As Long As There are Humans – Photographs by Melissa Tomich

Even as a child I remember being uncomfortable at the zoo. There was something about the foul smell, the stark cement-floor cage, but it was even more about the look of the animals that I recognized as vacant, sad and in distress. I couldn’t put it into words at first, but I knew the feelings. Watching the animals chewing on the bars, banging their heads against the wall, pacing back and forth or in circles, I now ask why would anyone want to go to a zoo to see that?  I never consciously related to these creatures, but their prison-like environment and the whole idea of their incarceration for our entertainment offended me.

In more recent years, the animals have been allowed a little more space, along with the ability to be inside or out, and are given plastic toys. Some walls are painted or papered with murals of mountains and forests, and the rocks and trees in their cages are made of cement and plastic. Calling these animal collections a Wild Animal Park, or Safari Habitat, may seem like progress, but is it?

Although I am still in awe of their beauty and exoticism, and it’s still interesting and thrilling to be able to stand that close to animals I would probably never see “in real life,” there’s still that same gnawing and prickly feeling of guilt, shame, and embarrassment when I witness imprisoned wildlife. The assault of negative feelings never weakened.

These photographs weren’t made to make you smile or to amuse. It’s difficult to explain why I was compelled to photograph animals in zoos.  As Lewis Hine said, “If I could say it in words, I wouldn’t need to photograph.”

Melissa Tomich has been a fine arts photographer for more than 35 years. She studied photography as an undergrad at Kean University, and later at the International Center of Photography in New York City.  Her recent exhibitions include two group shows (2012, 2013), one solo show (2015) at the HPGRP Gallery in New York City, a juried photography exhibition at the Monmouth Museum (2012) and the HereNow Rutgers 250 Group Exhibition at the Zimmerle Art Museum at Rutgers (2016).

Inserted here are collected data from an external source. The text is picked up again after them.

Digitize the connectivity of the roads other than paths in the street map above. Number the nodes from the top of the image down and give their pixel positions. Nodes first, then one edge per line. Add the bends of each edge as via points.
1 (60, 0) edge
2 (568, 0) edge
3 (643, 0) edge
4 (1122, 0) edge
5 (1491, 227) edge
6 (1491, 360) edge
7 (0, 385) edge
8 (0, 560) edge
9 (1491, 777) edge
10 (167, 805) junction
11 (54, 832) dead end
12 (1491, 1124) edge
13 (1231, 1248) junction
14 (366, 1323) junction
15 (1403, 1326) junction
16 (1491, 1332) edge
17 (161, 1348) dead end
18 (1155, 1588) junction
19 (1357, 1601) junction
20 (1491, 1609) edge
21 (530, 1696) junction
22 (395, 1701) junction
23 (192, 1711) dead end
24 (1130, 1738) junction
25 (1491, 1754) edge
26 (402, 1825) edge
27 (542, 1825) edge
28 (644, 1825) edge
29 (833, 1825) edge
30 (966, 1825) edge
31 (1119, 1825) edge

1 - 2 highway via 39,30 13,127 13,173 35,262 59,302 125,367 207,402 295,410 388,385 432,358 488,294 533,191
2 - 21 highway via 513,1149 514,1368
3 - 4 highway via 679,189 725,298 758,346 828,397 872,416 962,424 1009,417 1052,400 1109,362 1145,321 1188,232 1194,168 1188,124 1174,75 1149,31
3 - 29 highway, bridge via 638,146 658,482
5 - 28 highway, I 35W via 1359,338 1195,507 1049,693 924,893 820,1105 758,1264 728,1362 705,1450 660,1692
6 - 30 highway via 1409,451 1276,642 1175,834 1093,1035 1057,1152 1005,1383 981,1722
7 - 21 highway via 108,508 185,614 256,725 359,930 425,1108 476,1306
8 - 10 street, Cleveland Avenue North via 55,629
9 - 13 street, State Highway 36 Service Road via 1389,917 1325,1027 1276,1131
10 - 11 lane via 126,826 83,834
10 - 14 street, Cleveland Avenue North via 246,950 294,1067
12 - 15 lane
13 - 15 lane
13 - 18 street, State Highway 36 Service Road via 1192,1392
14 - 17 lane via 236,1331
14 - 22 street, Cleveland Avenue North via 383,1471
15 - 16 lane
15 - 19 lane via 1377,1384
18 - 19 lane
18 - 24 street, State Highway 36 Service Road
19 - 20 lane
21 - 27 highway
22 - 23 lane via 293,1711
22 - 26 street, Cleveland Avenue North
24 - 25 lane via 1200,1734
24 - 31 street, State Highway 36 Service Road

WIZARD and WORK – Photographs and Mixed Media by Christine Anderson

Wizard and Work showcases work from the photo series Inflatables, Fenced Dragon and Wizard, which were created from 2014-2015. The series Wizard has recently made into a book currently available for sale.

Inflatables
Creative expression is something is not just for making of artwork. It is something you should aspire to do in everything you do.
Inflatable is a on going photo series based on a previous series Supermar which is about plastics and the amount of man made materials that are a part of our everyday environment. Inflatable is a more creative take of this theme making pictures utilizing natural and man made materials. Making unreal pictures which mirror the real world we live in now.

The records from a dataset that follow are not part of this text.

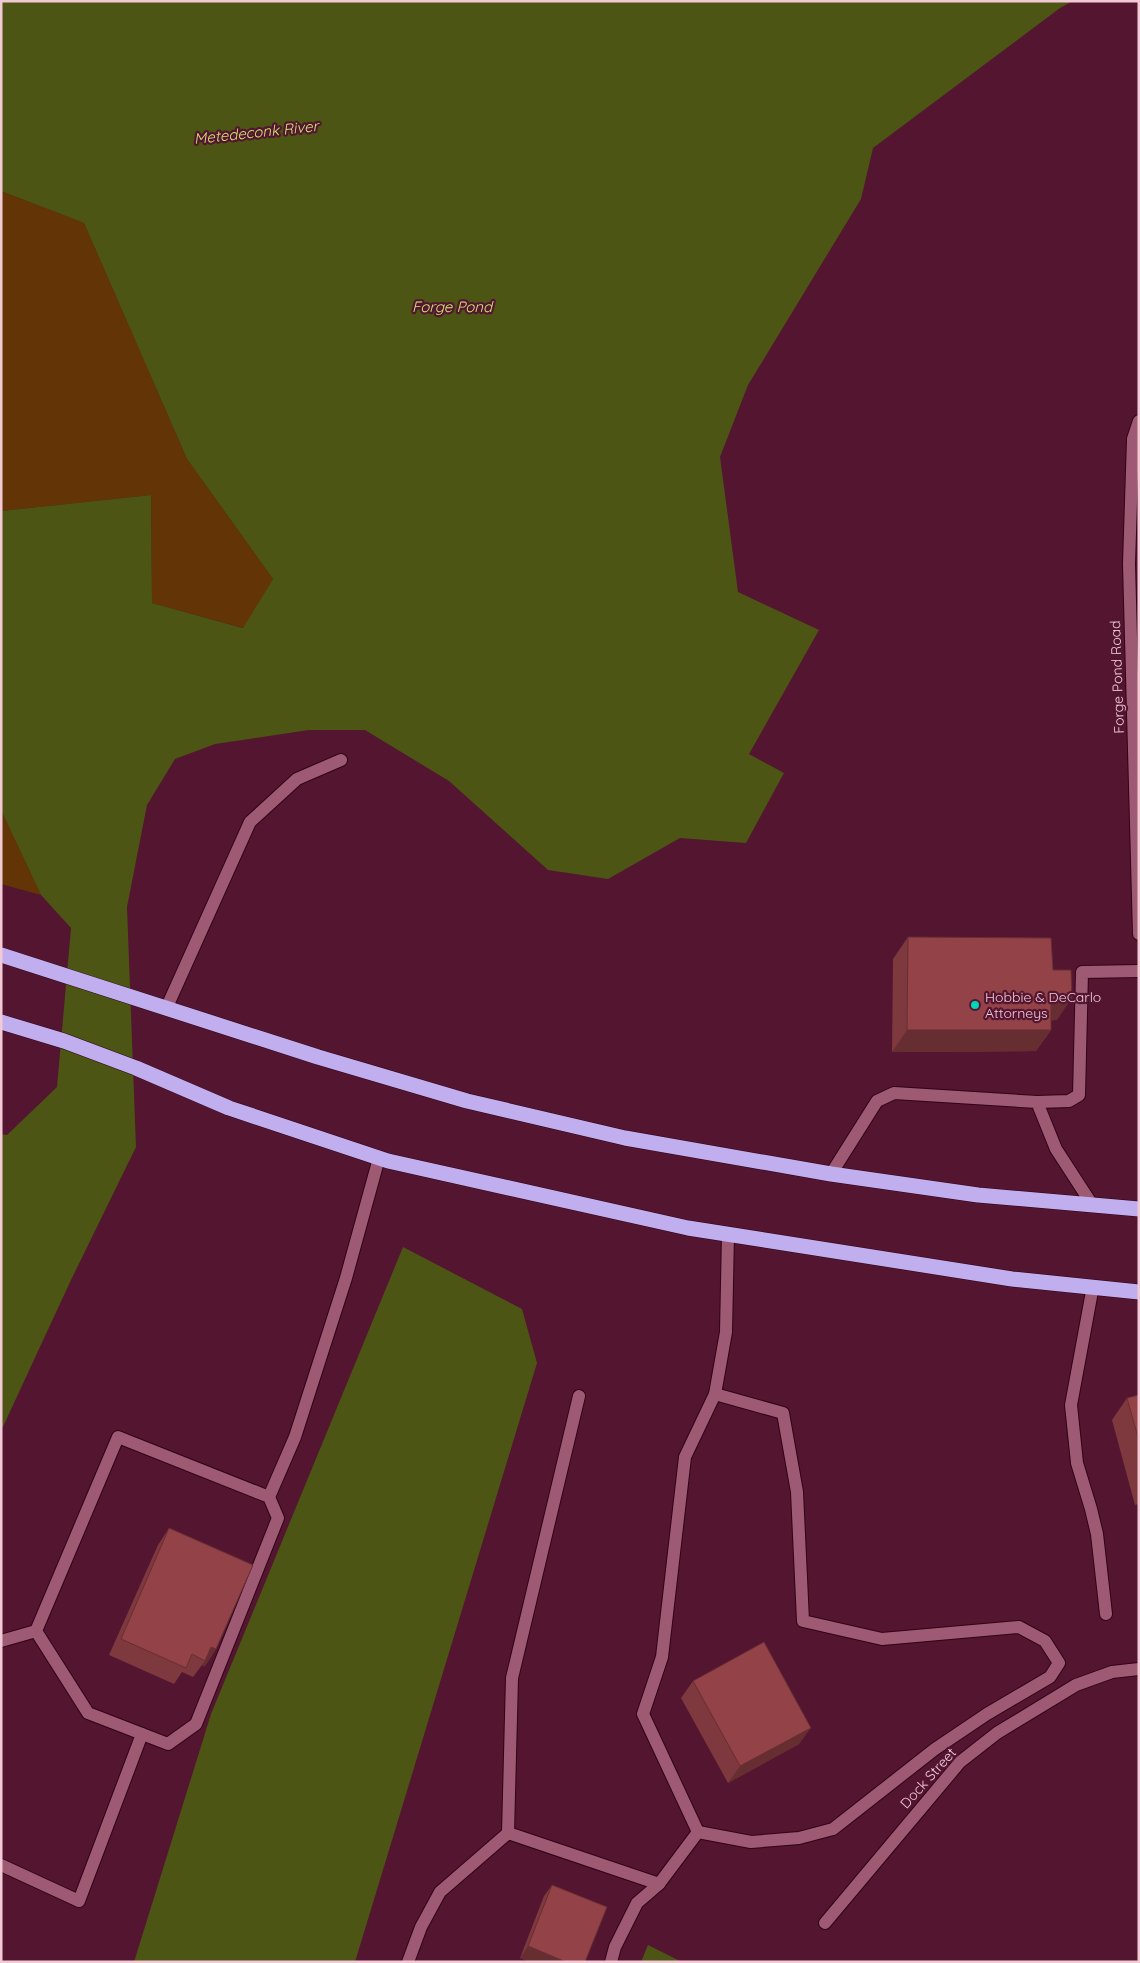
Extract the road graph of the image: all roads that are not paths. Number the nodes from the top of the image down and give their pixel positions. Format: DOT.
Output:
graph roads {
  1 [pos="1139,421"];
  2 [pos="341,760"];
  3 [pos="1139,934"];
  4 [pos="1,955"];
  5 [pos="1139,971"];
  6 [pos="166,1009"];
  7 [pos="1,1022"];
  8 [pos="1037,1102"];
  9 [pos="379,1158"];
  10 [pos="831,1174"];
  11 [pos="1093,1206"];
  12 [pos="1139,1210"];
  13 [pos="728,1234"];
  14 [pos="1093,1286"];
  15 [pos="1139,1292"];
  16 [pos="715,1394"];
  17 [pos="580,1396"];
  18 [pos="269,1497"];
  19 [pos="1106,1614"];
  20 [pos="36,1631"];
  21 [pos="1,1641"];
  22 [pos="1139,1670"];
  23 [pos="142,1734"];
  24 [pos="698,1832"];
  25 [pos="508,1833"];
  26 [pos="1,1865"];
  27 [pos="659,1884"];
  28 [pos="825,1923"];
  29 [pos="408,1962"];
  30 [pos="610,1962"];
  1 -- 3 [label="street, Forge Pond Road"];
  2 -- 6 [label="street"];
  4 -- 6 [label="highway"];
  5 -- 8 [label="street"];
  6 -- 10 [label="highway"];
  7 -- 9 [label="highway"];
  8 -- 10 [label="street"];
  8 -- 11 [label="street"];
  9 -- 13 [label="highway"];
  9 -- 18 [label="street"];
  10 -- 11 [label="highway"];
  11 -- 12 [label="highway"];
  13 -- 14 [label="highway"];
  13 -- 16 [label="street"];
  14 -- 15 [label="highway"];
  14 -- 19 [label="street"];
  16 -- 24 [label="street"];
  16 -- 24 [label="street"];
  17 -- 25 [label="street"];
  18 -- 20 [label="street"];
  18 -- 23 [label="street"];
  20 -- 21 [label="street"];
  20 -- 23 [label="street"];
  22 -- 28 [label="street, Dock Street"];
  23 -- 26 [label="street"];
  24 -- 27 [label="street"];
  25 -- 27 [label="street"];
  25 -- 29 [label="street"];
  27 -- 30 [label="street"];
}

Fenced Dragon (artist statement)

I am not afraid of death, but the process of dying itself.

My brother had asked me if I wanted to go see foreclosed property where two deer died in an attempt to jump a fence.  I was interested in how the deer that could easily jump a six-foot fence could get impaled on a five-foot fence, so I asked my brother to drive me to the site.

I found that the carcasses of the deer were rotting on the fence like my brother had told me.  The two deer were in various states of decay on different parts of the property.  It was the first week of spring after a brutally cold and snowy winter. When the earth was buried in snow the deer tried to jump the fence and sank into the snow as they made their leap.  They had no hard ground to make the jump off of and ended up getting caught on the fence that was spiked at the top.  They died a slow painful death.

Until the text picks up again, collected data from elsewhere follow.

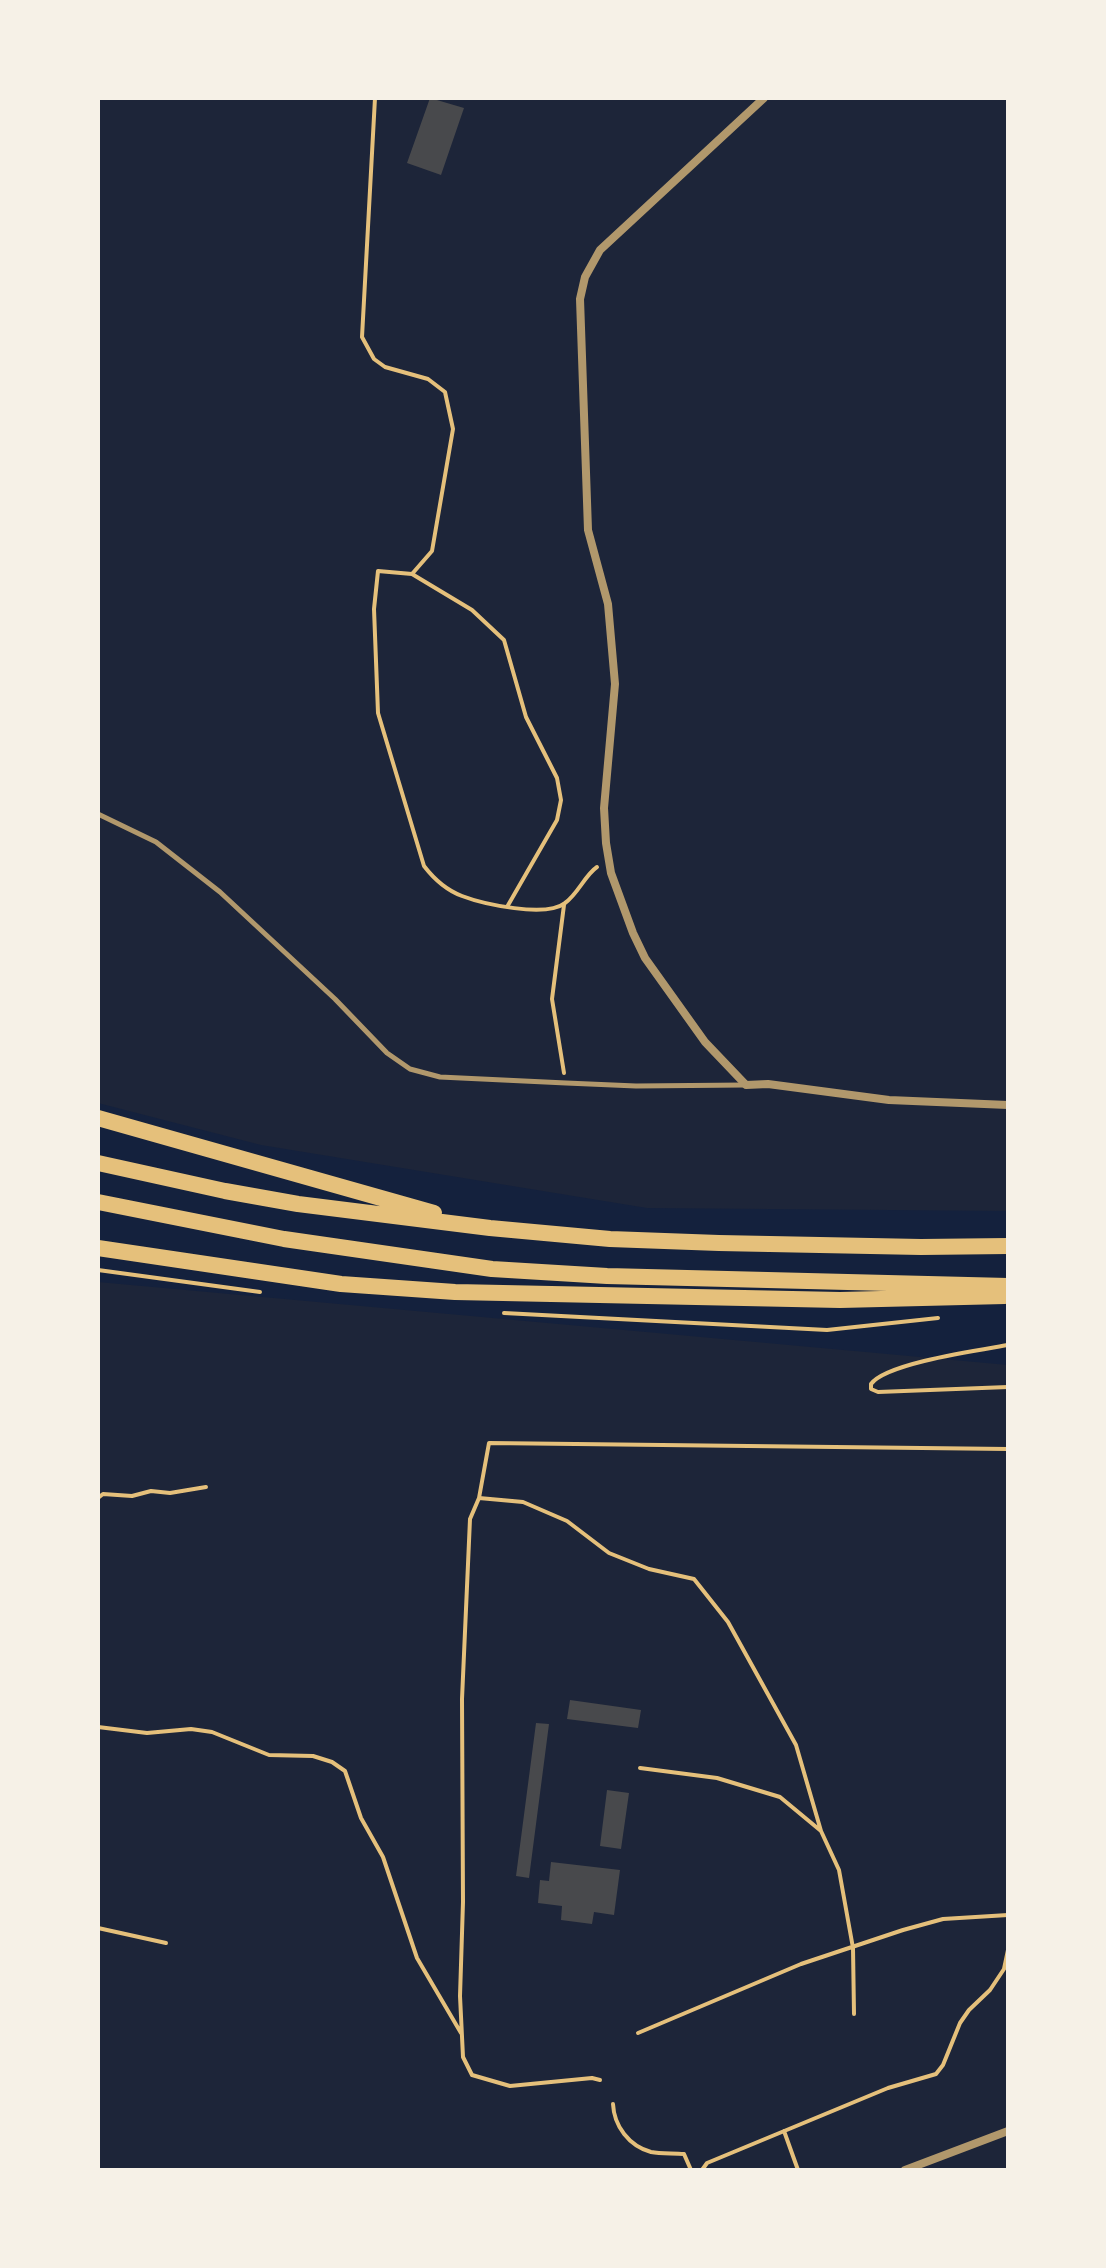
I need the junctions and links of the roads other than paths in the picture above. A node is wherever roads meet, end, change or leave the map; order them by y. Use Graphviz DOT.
graph roads {
  1 [pos="764,98"];
  2 [pos="98,814"];
  3 [pos="746,1085"];
  4 [pos="1008,1105"];
  5 [pos="98,1118"];
  6 [pos="98,1163"];
  7 [pos="98,1202"];
  8 [pos="490,1228"];
  9 [pos="1008,1246"];
  10 [pos="98,1248"];
  11 [pos="1008,1286"];
  12 [pos="1008,1296"];
  13 [pos="1008,2131"];
  14 [pos="905,2170"];
  1 -- 3 [label="street"];
  2 -- 3 [label="lane"];
  3 -- 4 [label="street"];
  5 -- 8 [label="highway"];
  6 -- 8 [label="highway"];
  7 -- 11 [label="highway"];
  8 -- 9 [label="highway"];
  10 -- 12 [label="highway"];
  13 -- 14 [label="street"];
}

No one heard their cries; no one saw their struggle as they died. Predators had left their marks, including me. Am I a predator taking pictures making my marks or am I telling their story? I did not hear their cries or see their struggle.  I only saw the evidence of their slow struggle to die. And now I will also observe their decay.

I can tell their story, but will someone hear or see me?

Am I the deer? Taking my pictures that may or may not be seen.  Like the deer no one sees my struggles.  Or am I a predator taking the last thing the deer have left to give – their story.

Wizard (artist statement)
After 14 years and 78,000 miles my car—a green Volkswagen Beetle—is still cute despite worn seats and pitted exterior. I don’t blame her for breaking down once in a while. Really, I don’t. You see, I’m a sentimental person. We have bonded and mostly I like to think of her as vintage rather than old. It makes me feel better about our relationship.
Over the years, many mechanics have serviced the car. Kal, our current mechanic, has a way of giving me bad news without making me feel bad. His manner and his expertise inspired me to create the pictures
featured in Wizard. Kal is a lot like the Wizard from the Wizard of Oz story and I am perhaps a bit like Dorothy in the story. I bring my broken down car for repair and he fixes the car and sends us on our way. Dorothy, of course, sends herself home with the Ruby Slippers and eventually I will find my way to a new car. But for now I am thankful the Wizard is here keeping my car and me together.
Kal allowed me to photograph his shop during working hours, giving me access to premises, people, and auto parts. This book is a portrait of Kal’s car repair shop loosely based on the “Wizard of Oz” story enhanced with my own creative inspirations.